Sorti le 7 octobre 2014, Alien : Isolation fête cette année ses 10 ans. L’anniversaire du jeu concorde également à trois mois près avec la sortie de Alien : Romulus au cinéma. Celui-ci s’inspire d’ailleurs directement du jeu de l’aveu même du réalisateur Fede Álvarez. Ce contexte fait que le titre du studio Creative Assembly est revenu dans l’actualité dans la communauté survival-horror. L’aventure horrifique sous forme de cache-cache avec l’Alien vaut t-elle toujours le coup ?

Jeu effectué sur Xbox 360 en difficulté « Expert »

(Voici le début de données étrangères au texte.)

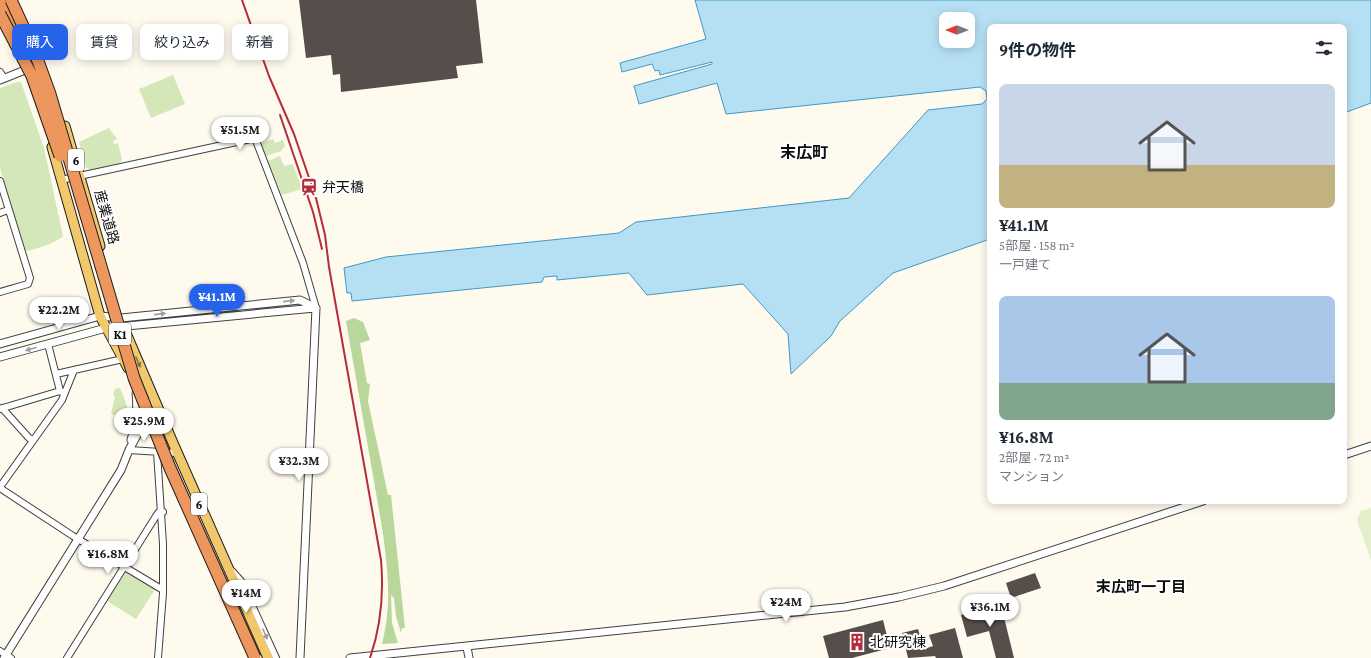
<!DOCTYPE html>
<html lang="ja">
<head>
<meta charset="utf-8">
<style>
	:root { --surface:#fff; --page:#f6f6f7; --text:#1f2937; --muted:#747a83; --accent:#2563eb }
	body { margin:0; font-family:"Crimson Pro","Noto Sans JP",serif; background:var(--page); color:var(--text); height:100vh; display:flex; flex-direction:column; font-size:15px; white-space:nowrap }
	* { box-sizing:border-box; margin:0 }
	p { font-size:13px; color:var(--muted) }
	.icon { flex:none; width:22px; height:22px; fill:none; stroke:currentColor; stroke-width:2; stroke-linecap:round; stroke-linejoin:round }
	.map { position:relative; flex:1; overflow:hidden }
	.sheet { position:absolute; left:987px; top:24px; width:360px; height:480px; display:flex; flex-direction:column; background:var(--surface); border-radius:8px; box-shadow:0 2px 10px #0003 }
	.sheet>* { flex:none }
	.banner { position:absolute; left:12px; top:24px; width:380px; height:36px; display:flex; gap:8px }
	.needle { width:26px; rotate:270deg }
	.fabs { position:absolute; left:939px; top:12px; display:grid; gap:8px }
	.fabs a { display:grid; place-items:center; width:36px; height:36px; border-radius:8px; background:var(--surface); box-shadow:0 2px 10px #0003; font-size:20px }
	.price { position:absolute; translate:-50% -34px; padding:0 9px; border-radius:14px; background:#fff; color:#222; font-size:13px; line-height:26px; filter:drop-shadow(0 1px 2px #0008) }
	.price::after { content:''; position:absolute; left:50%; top:24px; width:12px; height:9px; margin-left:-6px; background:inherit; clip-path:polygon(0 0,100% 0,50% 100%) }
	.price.selected { background:var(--accent); color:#fff }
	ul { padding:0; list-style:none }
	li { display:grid; align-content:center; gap:8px; height:212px; padding:0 12px }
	li span { display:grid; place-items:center; height:124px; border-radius:8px; color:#555 }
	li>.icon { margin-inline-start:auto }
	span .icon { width:72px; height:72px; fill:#fffc; stroke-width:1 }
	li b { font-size:17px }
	h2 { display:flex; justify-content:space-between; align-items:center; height:48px; padding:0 12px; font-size:17px }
	.pill { padding:0 14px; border-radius:8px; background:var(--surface); box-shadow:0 2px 10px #0003; font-size:14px; line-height:36px }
	.pill.selected { background:var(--accent); color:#fff }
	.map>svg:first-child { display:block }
</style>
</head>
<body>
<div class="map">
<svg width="1371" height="658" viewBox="0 0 1371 658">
	<rect width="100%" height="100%" fill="#fefaee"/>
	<!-- green -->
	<path fill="#d4e7b9" d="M 173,75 L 185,104 L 151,118 L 139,89 Z
		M 17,82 L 21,82 L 44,148 L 63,236 C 58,242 33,251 24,251 L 0,168 L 0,88 Z
		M 109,128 L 117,139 L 113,141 L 114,144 L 118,143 L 122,160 L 120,163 L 91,171 L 86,167 L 79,142 Z
		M 273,139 L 275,143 L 283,140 L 285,146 L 281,151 L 266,156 L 261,144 Z
		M 280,156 L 284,166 L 293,164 L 302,189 L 282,195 L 268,161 Z
		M 120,388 L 126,403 L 129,419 L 111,414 L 115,397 L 113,394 L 115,389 Z
		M 127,570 L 156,588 L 136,619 L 107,601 Z"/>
	<!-- forest -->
	<path fill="#b9d79a" d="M 354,318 L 363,322 L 370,340 L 360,343 L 367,383 L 370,384 L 368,401 L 388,495 L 391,495 L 405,628 L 402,628 L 401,633 L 396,616 L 394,598 L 391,595 L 392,623 L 398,643 L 382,644 C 392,603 388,574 383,533 L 346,321 Z"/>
	<!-- pitch -->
	<path fill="#e4eecb" d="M 1371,508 L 1371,560 L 1357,520 L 1361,511 Z"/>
	<!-- water -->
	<path fill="#b5e0f3" stroke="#4099c6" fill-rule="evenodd" d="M 695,0 L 1371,0 L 1371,103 L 1344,113 L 1344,27 L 990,27 L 990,239 L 893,273 L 840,321 L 831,336 L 791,374 L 788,334 L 743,284 L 647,295 L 629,273 L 557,280 L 557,276 L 544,277 L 542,282 L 352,301 L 351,293 L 347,293 L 344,268 L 386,257 L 619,233 L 636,222 L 849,198 L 928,110 L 982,104 L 987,99 L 986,91 L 980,87 L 726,114 L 717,83 L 639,104 L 634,86 L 712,64 L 712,62 L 660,75 L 659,70 L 655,71 L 652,64 L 622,72 L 620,63 L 706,39 ZM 946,19 L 968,19 L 968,41 L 946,41 Z"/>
	<!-- building -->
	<path fill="#554e4a" d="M 299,0 L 476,0 L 483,63 L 456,66 L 458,78 L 341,92 L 340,74 L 333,75 L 331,55 L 306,58 Z
		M 1035,573 L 1041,588 L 1011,598 L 1006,583 Z
		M 1000,601 L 1014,658 L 996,658 L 989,631 L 967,637 L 961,615 L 984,609 L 983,606 Z
		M 883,620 L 890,648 L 852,658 L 829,658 L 823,636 Z
		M 955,628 L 963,658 L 936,658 L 935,656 L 908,658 L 902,633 L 918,629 L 924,649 L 933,646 L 929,635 Z"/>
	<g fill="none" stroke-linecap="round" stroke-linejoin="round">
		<!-- minor casing -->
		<g stroke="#404040" stroke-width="8">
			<path id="minor" d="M 0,72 L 4,78
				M 61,180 L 255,138 L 303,263 L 316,308
				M 0,181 L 30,278 L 28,284 L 0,292
				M 0,213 L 8,210
				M 48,344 L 60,391 L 64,393
				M 56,374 L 123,359
				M 2,408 L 29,438 L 33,440
				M 0,409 L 60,391
				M 129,450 L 177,453
				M 157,452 L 163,544 L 163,593 L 158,658
				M 0,487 L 62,400 L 74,370
				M 0,488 L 73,536 L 163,590
				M 232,571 L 241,581 L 276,658
				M 0,651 L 11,658
				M 67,658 L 156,516 L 159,512 L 163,512"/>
		</g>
		<!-- tertiary casing -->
		<g stroke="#404040" stroke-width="9">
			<path id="tertiary" d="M 0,80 L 25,70
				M 0,344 L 100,316 L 121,318 L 300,300 L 316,308
				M 0,357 L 106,328 L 315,308
				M 131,440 C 136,424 138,409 136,393
				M 1344,455 L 1371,446
				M 467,647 L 469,658
				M 4,658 L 121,470 L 129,450 L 150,411 L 153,397
				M 300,658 L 316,308
				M 350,658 L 845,607 L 899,597 L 944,586 L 1203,501"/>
		</g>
		<!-- primary casing -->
		<g stroke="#1e1e1e" stroke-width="11">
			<path id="primary" d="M 65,126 L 100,246
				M 52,147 L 100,316 L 128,368
				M 123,326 L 173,443 L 268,658"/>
		</g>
		<!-- motorway casing -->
		<g stroke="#1e1e1e" stroke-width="13">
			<path id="motorway" d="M 0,2 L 13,25 L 32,67"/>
		</g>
		<!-- minor -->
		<use href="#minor" stroke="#fff" stroke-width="6"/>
		<!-- tertiary -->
		<use href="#tertiary" stroke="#fff" stroke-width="7"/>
		<!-- primary -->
		<use href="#primary" stroke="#f1c86b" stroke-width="9"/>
		<!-- motorway -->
		<use href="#motorway" stroke="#ed965d" stroke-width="11"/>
		<!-- rail -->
		<path stroke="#b62c3b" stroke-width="2" d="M 242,0 L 269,76 L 294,134 L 316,198 L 325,235 L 329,267 L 381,560 C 384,594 381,626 370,658
			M 280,115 L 313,212 L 322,249"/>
		<!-- motorway-bridge casing -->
		<g stroke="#1e1e1e" stroke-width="13" stroke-linecap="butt">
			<path id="motorway-bridge" d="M 11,0 L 34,50 L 50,94 L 134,378 L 170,468 L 255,658
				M 0,14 L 32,76 L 60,156"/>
		</g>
		<!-- motorway-bridge -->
		<use href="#motorway-bridge" stroke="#ed965d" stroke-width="11"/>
	</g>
	<!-- one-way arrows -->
	<defs><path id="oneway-solid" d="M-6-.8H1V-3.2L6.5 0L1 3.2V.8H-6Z"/></defs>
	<g fill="#9e9e9e">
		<use href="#oneway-solid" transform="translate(289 301) rotate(-6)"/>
		<use href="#oneway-solid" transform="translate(160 314) rotate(-6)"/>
		<use href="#oneway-solid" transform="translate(31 349) rotate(164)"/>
		<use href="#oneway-solid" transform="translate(265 634) rotate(66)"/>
	</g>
	<use fill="#8a7441" href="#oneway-solid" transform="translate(138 362) rotate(67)"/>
	<!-- icons -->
	<defs>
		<g id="station-bare" transform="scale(1.38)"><path d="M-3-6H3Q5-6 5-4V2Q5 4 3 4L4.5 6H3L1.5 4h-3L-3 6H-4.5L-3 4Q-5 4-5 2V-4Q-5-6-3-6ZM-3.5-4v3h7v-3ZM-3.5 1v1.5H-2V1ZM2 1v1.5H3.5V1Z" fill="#b62c3b" stroke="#fff" stroke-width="2.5" paint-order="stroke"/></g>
		<g id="building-bare" transform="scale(1.38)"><path d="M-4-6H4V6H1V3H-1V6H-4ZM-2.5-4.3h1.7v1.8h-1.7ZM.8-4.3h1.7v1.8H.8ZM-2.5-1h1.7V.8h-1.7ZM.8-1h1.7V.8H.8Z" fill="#b62c3b" stroke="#fff" stroke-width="2.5" paint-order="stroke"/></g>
	</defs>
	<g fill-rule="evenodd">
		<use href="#station-bare" x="309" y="187"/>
		<use href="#building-bare" x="857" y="642"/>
	</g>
	<g text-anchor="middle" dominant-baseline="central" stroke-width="4" stroke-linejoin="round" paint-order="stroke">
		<!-- shield labels -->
		<g fill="#fff" stroke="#565656" stroke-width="1">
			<rect x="68" y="149" width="16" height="22" rx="3"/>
			<rect x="109" y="323" width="22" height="22" rx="3"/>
			<rect x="191" y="493" width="16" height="22" rx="3"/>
		</g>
		<g font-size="13" font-weight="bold" fill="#0d0d0d">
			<text x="76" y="160">6</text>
			<text x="120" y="334">K1</text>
			<text x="199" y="504">6</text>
		</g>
		<!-- poi labels -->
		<g font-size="14" fill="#0d0d0d" stroke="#fff" text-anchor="start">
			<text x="322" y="187">弁天橋</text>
			<text x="870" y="642">北研究棟</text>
		</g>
		<!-- street labels -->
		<g font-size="14" fill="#0d0d0d" stroke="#fff">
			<text transform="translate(107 217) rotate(74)">産業道路</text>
		</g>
		<!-- neighbourhood labels -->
		<g font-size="15" font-weight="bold" fill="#0d0d0d" stroke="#fff">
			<text x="1141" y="587">末広町一丁目</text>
		</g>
		<!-- quarter labels -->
		<g font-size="16" font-weight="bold" fill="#0d0d0d" stroke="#fff">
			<text x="804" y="152">末広町</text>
		</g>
	</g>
</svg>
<div class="fabs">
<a><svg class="needle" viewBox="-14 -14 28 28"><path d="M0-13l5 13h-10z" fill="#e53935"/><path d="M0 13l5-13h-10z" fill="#747a83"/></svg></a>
</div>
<b class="price" style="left:240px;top:151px">¥51.5M</b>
<b class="price selected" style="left:217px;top:318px">¥41.1M</b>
<b class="price" style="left:59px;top:331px">¥22.2M</b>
<b class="price" style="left:144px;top:442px">¥25.9M</b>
<b class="price" style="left:299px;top:482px">¥32.3M</b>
<b class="price" style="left:108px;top:575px">¥16.8M</b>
<b class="price" style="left:246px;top:614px">¥14M</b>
<b class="price" style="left:786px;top:623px">¥24M</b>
<b class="price" style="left:990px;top:628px">¥36.1M</b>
<div class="banner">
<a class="pill selected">購入</a>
<a class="pill">賃貸</a>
<a class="pill">絞り込み</a>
<a class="pill">新着</a>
</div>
<section class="sheet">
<h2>9件の物件<svg class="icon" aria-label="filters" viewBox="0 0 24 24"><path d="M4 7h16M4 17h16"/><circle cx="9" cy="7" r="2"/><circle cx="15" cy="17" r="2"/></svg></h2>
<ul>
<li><span style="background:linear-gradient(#c9d6e8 65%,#c2b280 0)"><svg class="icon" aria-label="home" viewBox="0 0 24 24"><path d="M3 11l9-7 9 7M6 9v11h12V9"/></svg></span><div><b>¥41.1M</b><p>5部屋 · 158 m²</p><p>一戸建て</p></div></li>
<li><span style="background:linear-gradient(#a9c7e8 70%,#7fa58c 0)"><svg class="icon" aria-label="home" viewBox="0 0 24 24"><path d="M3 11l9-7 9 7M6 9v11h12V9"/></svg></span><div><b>¥16.8M</b><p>2部屋 · 72 m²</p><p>マンション</p></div></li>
</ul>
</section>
</div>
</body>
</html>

Une (un peu trop) lente montée en tension

Les premières minutes de Alien : Isolation montrent une volonté de fidélité au film originel de Ridley Scott. Après une rapide cinématique, le joueur apprend (si il ne le sait pas déjà) qu’il contrôlera Amanda Ripley. Cette dernière n’est autre que la fille de la célèbre Ellen interprétée par Sigourney Weaver. Sans nouvelle de sa mère suite aux incidents décrits dans le premier film, elle apprend que la boîte noire du Nostromo, le vaisseau dans lequel Ellen était à bord, a été identifiée par le vaisseau Anesidora et se trouve à la station de Sébastopol. Notre protagoniste se voit alors proposer un ticket pour cette destination, sans se douter de ce qui l’attend (contrairement au joueur).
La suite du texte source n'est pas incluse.